La Borsa vola e lo spread cala, ma per l’Italia non è tempo di esultare. Il prestito alle banche spagnole annunciato sabato dall’Eurogruppo avrà un costo. E anche se i mercati per il momento festeggiano, a via XX settembre i tecnici del Tesoro lavorano per capire quanti soldi in più dovrà racimolare il nostro Paese.
Una stima esatta non è ancora possibile, perché i termini dell’accordo che dovrebbe salvare Madrid dall’implosione saranno definiti solo nella riunione Ecofin del 20-21 giugno. Ma già si parla di numeri preoccupanti: entro la fine dell’anno, tra fondi da sborsare e prestiti da garantire, il conto potrebbe superare i 48 miliardi di euro, come indicato dal Corriere della Sera. Appena un anno fa la quota italiana si era fermata a 9,2 miliardi, lo 0,6% del Pil.
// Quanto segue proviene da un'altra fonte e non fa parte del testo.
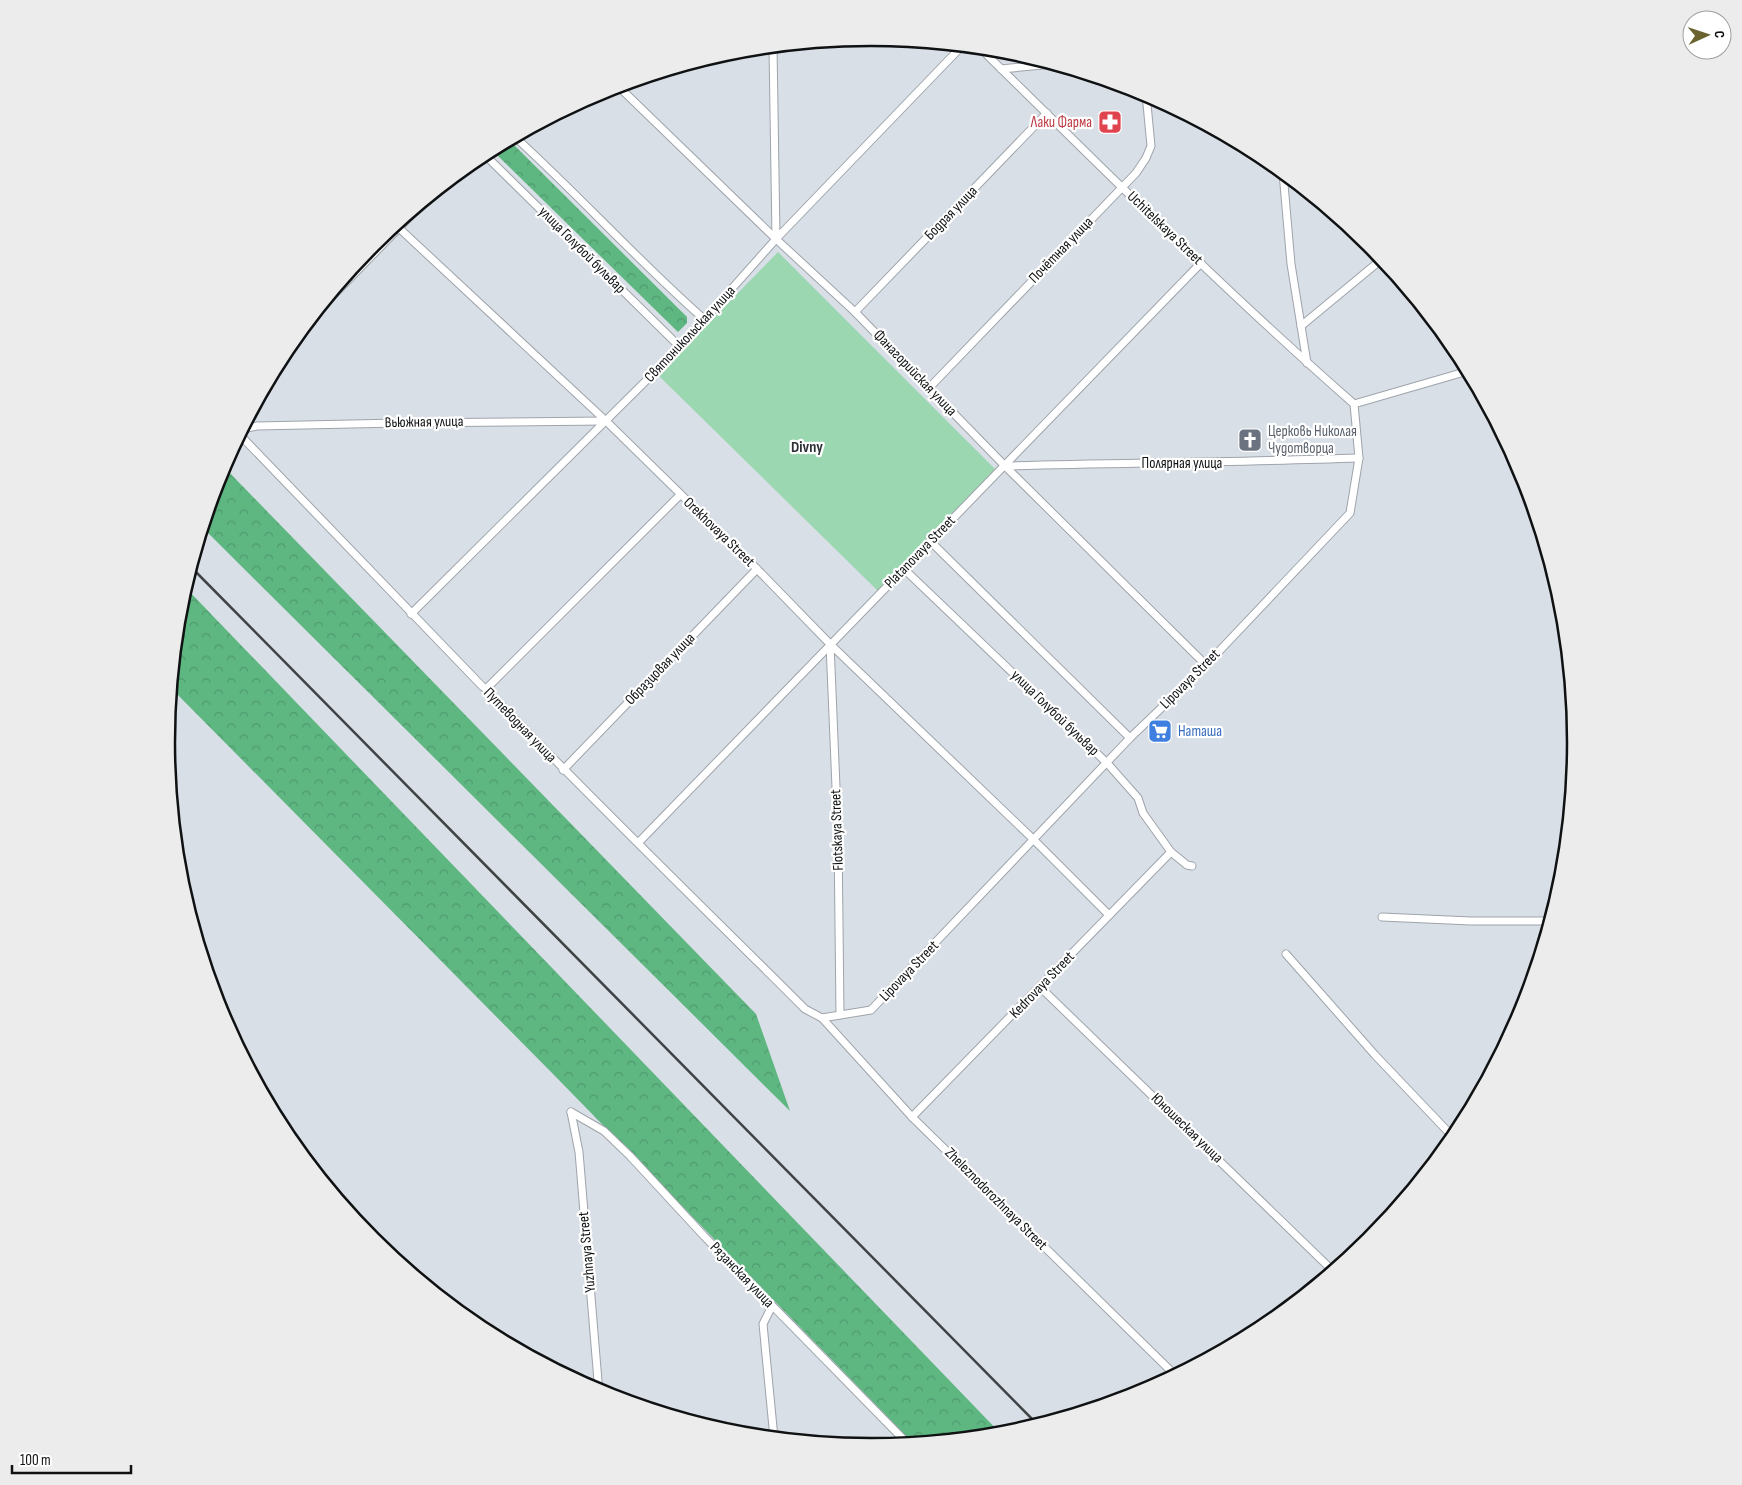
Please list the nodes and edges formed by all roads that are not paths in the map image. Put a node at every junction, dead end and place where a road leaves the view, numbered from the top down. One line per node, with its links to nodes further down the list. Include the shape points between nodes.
1 (957, 52): 14 (street, Святоникольская улица)
2 (773, 53): 14 (street)
3 (989, 57): 5 (street, Uchitelskaya Street)
4 (1033, 66): 5 (street)
5 (1001, 69): 8 (street, Uchitelskaya Street)
6 (624, 92): 14 (street, Фанагорийская улица)
7 (1147, 103): 12 (street, Почётная улица, via 1150,146 1146,158)
8 (1047, 113): 12 (street, Uchitelskaya Street); 17 (street, Бодрая улица)
9 (520, 142): 18 (street)
10 (490, 160): 20 (street, улица Голубой бульвар)
11 (1284, 182): 19 (street, via 1291,264)
12 (1123, 187): 15 (street, Uchitelskaya Street); 23 (street, Почётная улица)
13 (401, 229): 25 (street, Orekhovaya Street)
14 (776, 240): 17 (street, Фанагорийская улица); 18 (street, Святоникольская улица)
15 (1201, 263): 21 (street, Uchitelskaya Street); 29 (street, Platanovaya Street)
16 (1376, 264): 19 (street)
17 (855, 312): 23 (street, Фанагорийская улица)
18 (705, 320): 20 (street, Святоникольская улица)
19 (1301, 326): 21 (street)
20 (680, 347): 25 (street, Святоникольская улица)
21 (1307, 363): 24 (street, Uchitelskaya Street)
22 (1461, 373): 24 (street)
23 (929, 388): 29 (street, Фанагорийская улица)
24 (1354, 404): 28 (street, Lipovaya Street)
25 (606, 421): 26 (street, Вьюжная улица, via 399,422); 30 (street, Orekhovaya Street); 34 (street, Святоникольская улица)
26 (251, 427)
27 (245, 440): 34 (street, Путеводная улица)
28 (1359, 458): 29 (street, Полярная улица); 36 (street, Lipovaya Street, via 1350,513)
29 (1005, 466): 31 (street, Platanovaya Street); 36 (street, Фанагорийская улица)
30 (680, 495): 32 (street, Orekhovaya Street); 37 (street)
31 (930, 541): 33 (street, Platanovaya Street); 38 (street)
32 (757, 569): 35 (street, Orekhovaya Street); 40 (street, Образцовая улица)
33 (904, 569): 35 (street, Platanovaya Street); 39 (street, улица Голубой бульвар)
34 (411, 614): 37 (street, Путеводная улица)
35 (830, 644): 41 (street, Orekhovaya Street); 42 (street, Platanovaya Street); 50 (street, Flotskaya Street, via 838,835)
36 (1206, 665): 38 (street, Lipovaya Street)
37 (486, 689): 40 (street, Путеводная улица)
38 (1130, 738): 39 (street, Lipovaya Street)
39 (1107, 764): 41 (street, Lipovaya Street); 43 (street, улица Голубой бульвар, via 1138,798 1143,813)
40 (563, 770): 42 (street, Путеводная улица)
41 (1034, 840): 45 (street, Orekhovaya Street); 50 (street, Lipovaya Street, via 872,1010)
42 (639, 842): 51 (street, Путеводная улица, via 805,1010)
43 (1171, 852): 44 (street, улица Голубой бульвар); 45 (street, Kedrovaya Street)
44 (1192, 866)
45 (1109, 915): 49 (street, Kedrovaya Street)
46 (1382, 917): 47 (street)
47 (1544, 921)
48 (1286, 954): 54 (street)
49 (1040, 987): 53 (street, Kedrovaya Street); 55 (street, Юношеская улица)
50 (840, 1015): 51 (street)
51 (822, 1018): 53 (street, Zheleznodorozhnaya Street)
52 (571, 1112): 56 (street, Рязанская улица, via 604,1131 630,1156); 58 (street, Yuzhnaya Street, via 579,1152)
53 (912, 1117): 57 (street, Zheleznodorozhnaya Street)
54 (1448, 1132)
55 (1329, 1267)
56 (772, 1306): 59 (street, via 763,1324); 60 (street, Рязанская улица)
57 (1170, 1371)
58 (598, 1383)
59 (773, 1432)
60 (902, 1438)

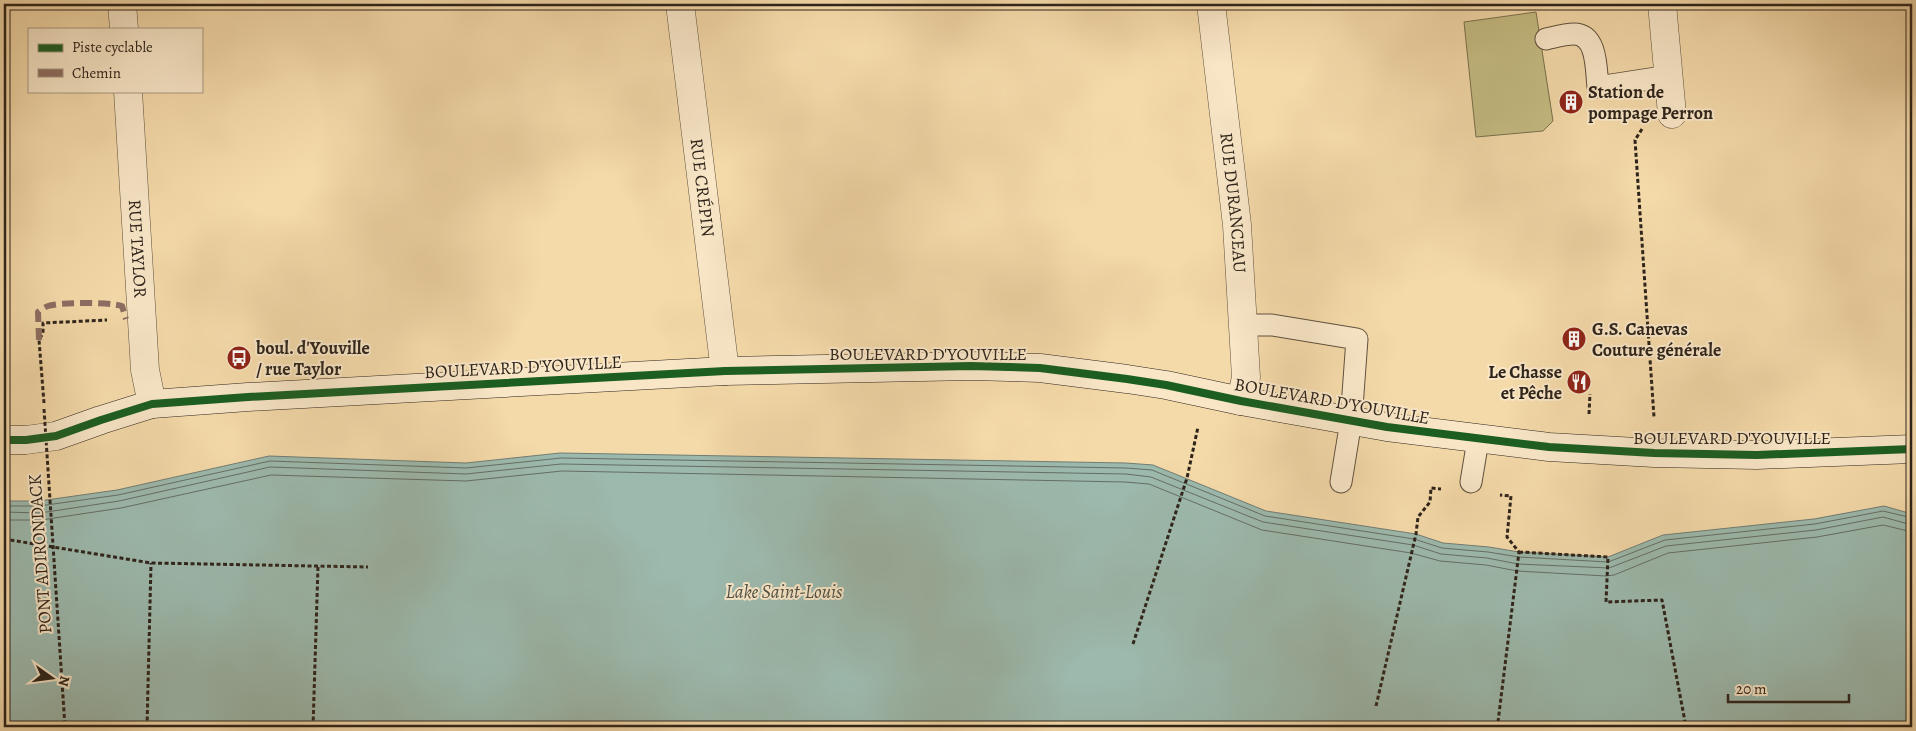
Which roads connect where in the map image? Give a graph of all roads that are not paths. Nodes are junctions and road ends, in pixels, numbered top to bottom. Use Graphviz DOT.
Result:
graph roads {
  1 [pos="122,4"];
  2 [pos="680,4"];
  3 [pos="1211,4"];
  4 [pos="1662,4"];
  5 [pos="124,28"];
  6 [pos="1546,39"];
  7 [pos="1669,76"];
  8 [pos="128,92"];
  9 [pos="1672,114"];
  10 [pos="1243,325"];
  11 [pos="725,372"];
  12 [pos="1241,401"];
  13 [pos="152,404"];
  14 [pos="1351,421"];
  15 [pos="4,440"];
  16 [pos="1478,440"];
  17 [pos="1912,449"];
  18 [pos="1341,482"];
  19 [pos="1471,482"];
  1 -- 5 [label="street"];
  2 -- 11 [label="street, RUE CRÉPIN"];
  3 -- 10 [label="street, RUE DURANCEAU"];
  4 -- 7 [label="street"];
  6 -- 7 [label="lane"];
  7 -- 9 [label="street"];
  8 -- 13 [label="street, RUE TAYLOR"];
  10 -- 12 [label="street, RUE DURANCEAU"];
  10 -- 14 [label="lane"];
  11 -- 12 [label="street, BOULEVARD D'YOUVILLE"];
  11 -- 13 [label="street, BOULEVARD D'YOUVILLE"];
  12 -- 14 [label="street, BOULEVARD D'YOUVILLE"];
  13 -- 15 [label="street, BOULEVARD D'YOUVILLE"];
  14 -- 16 [label="street, BOULEVARD D'YOUVILLE"];
  14 -- 18 [label="lane"];
  16 -- 17 [label="street, BOULEVARD D'YOUVILLE"];
  16 -- 19 [label="lane"];
}
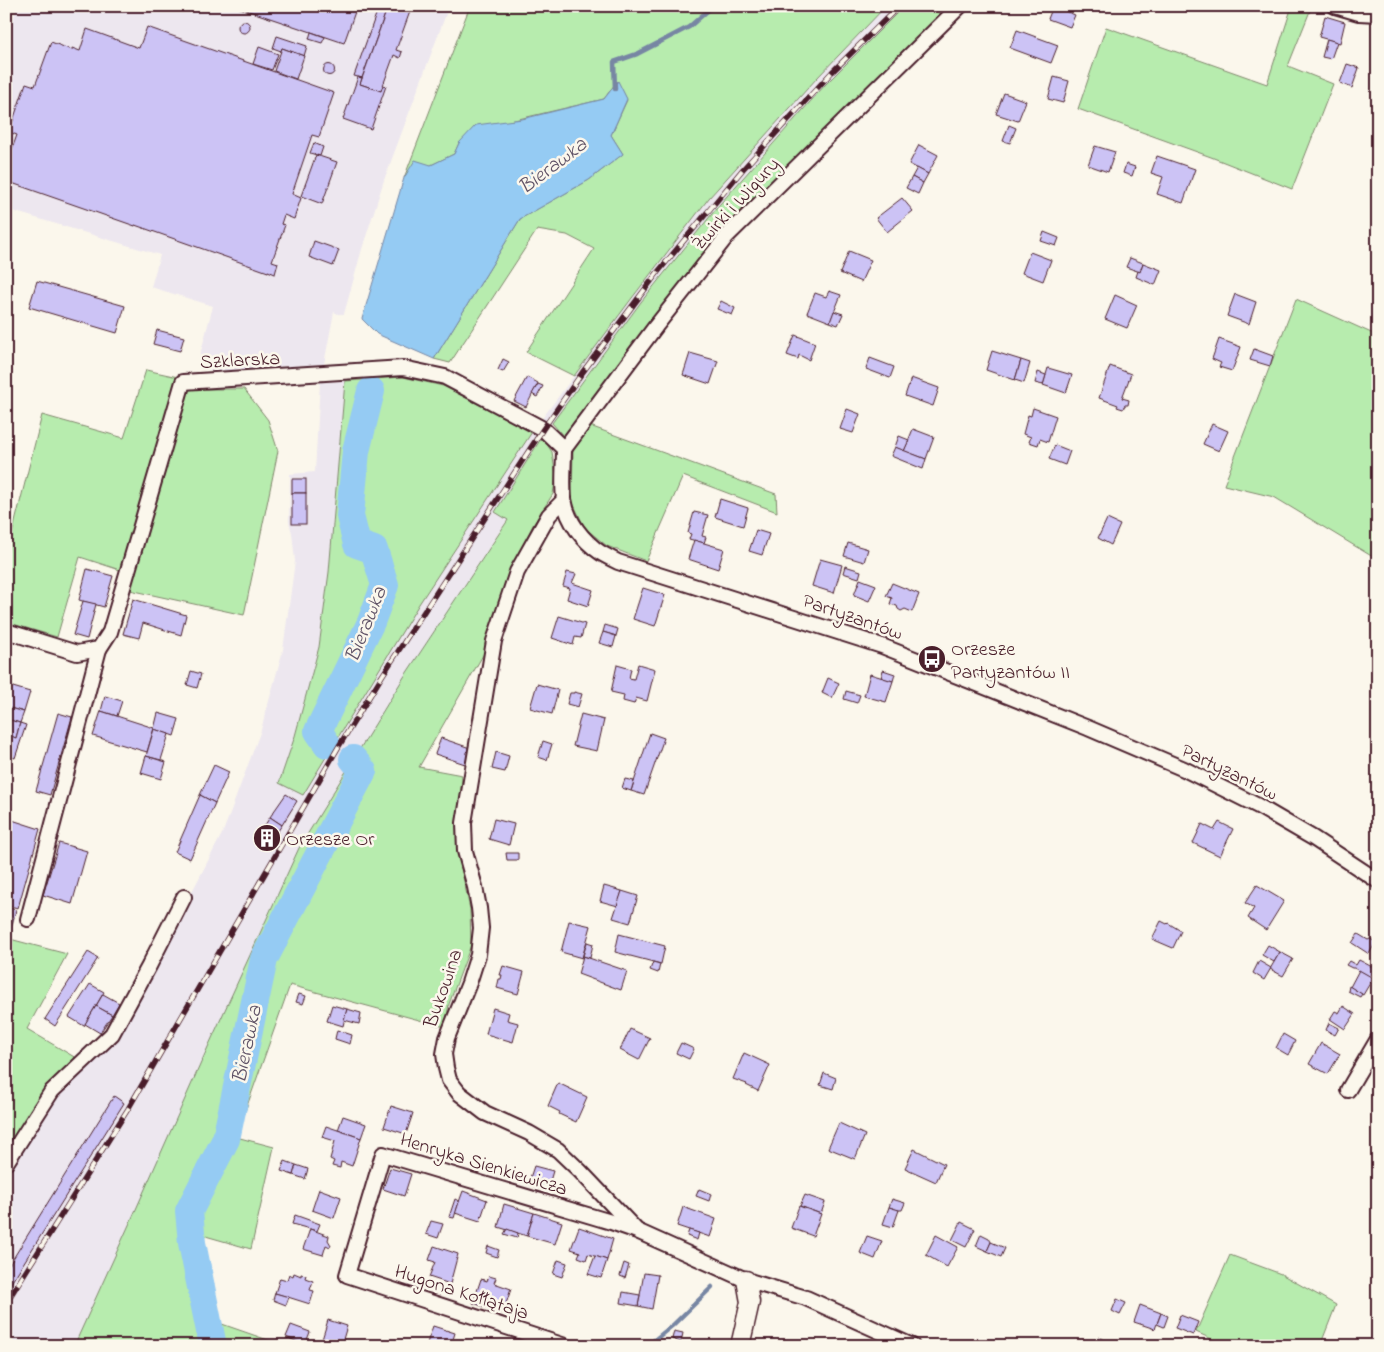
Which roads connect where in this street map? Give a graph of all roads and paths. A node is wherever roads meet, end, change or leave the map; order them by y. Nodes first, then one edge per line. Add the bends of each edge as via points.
1 (960, 6) edge
2 (1335, 6) edge
3 (1378, 14) edge
4 (564, 449) junction
5 (564, 500) junction
6 (6, 632) edge
7 (99, 649) junction
8 (1378, 881) edge
9 (184, 897) dead end
10 (28, 919) dead end
11 (1378, 1039) edge
12 (1348, 1090) dead end
13 (6, 1163) edge
14 (637, 1231) junction
15 (347, 1275) joint
16 (746, 1280) junction
17 (565, 1346) edge
18 (740, 1346) edge
19 (912, 1346) edge

1 - 4 street, Żwirki i Wigury via 727,236
2 - 3 street
4 - 5 street, Partyzantów
4 - 7 street, Szklarska via 543,429 444,376 403,368 183,382 110,632
5 - 8 street, Partyzantów via 578,532 602,554 618,562 882,646 1088,728 1184,769 1258,806
5 - 14 street, Bukowina via 548,515 517,572 494,642 464,823 465,851 479,908 478,955 444,1054 449,1080 459,1093 485,1113 558,1150
6 - 7 street via 77,653
7 - 10 street
9 - 13 street via 112,1034 52,1091
11 - 12 street
14 - 15 street, Henryka Sienkiewicza via 382,1154
14 - 16 street, Bukowina
15 - 17 street, Hugona Kołłątaja
16 - 18 street via 750,1302
16 - 19 street, Bukowina via 806,1298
Innanzitutto occorre fare una distinzione preliminare fra i due fondi salva-Stati europei, l’Efsf (già operativo, ma temporaneo) e l’Esm (permanente, ma attivo da luglio). A dispetto del nome, il primo non è un fondo tradizionale, perché non ha a disposizione risorse proprie: gli stati membri forniscono garanzie che consentono di emettere obbligazioni e, una volta piazzati questi Bond sul mercato, i fondi ottenuti vengono girati alle economie in difficoltà. Le garanzie fornite vengono contabilizzate da Eurostat nei debiti pubblici, cosa che invece non accade per i finanziamenti concessi tramite l’Esm.
Il sostituto dell’Efsf funzionerà come un normale fondo, con una propria liquidità, cui l’Italia dovrà contribuire con 5,6 miliardi in due rate. E’ evidente quanto sia decisiva la scelta dello strumento da utilizzare per il salvataggio della Spagna. Per il momento, Bruxelles sembra orientata sull’Esm. In ogni caso, quest’anno il nostro Paese dovrà finanziare Grecia, Irlanda e Portogallo per 29,5 miliardi attraverso Efsf.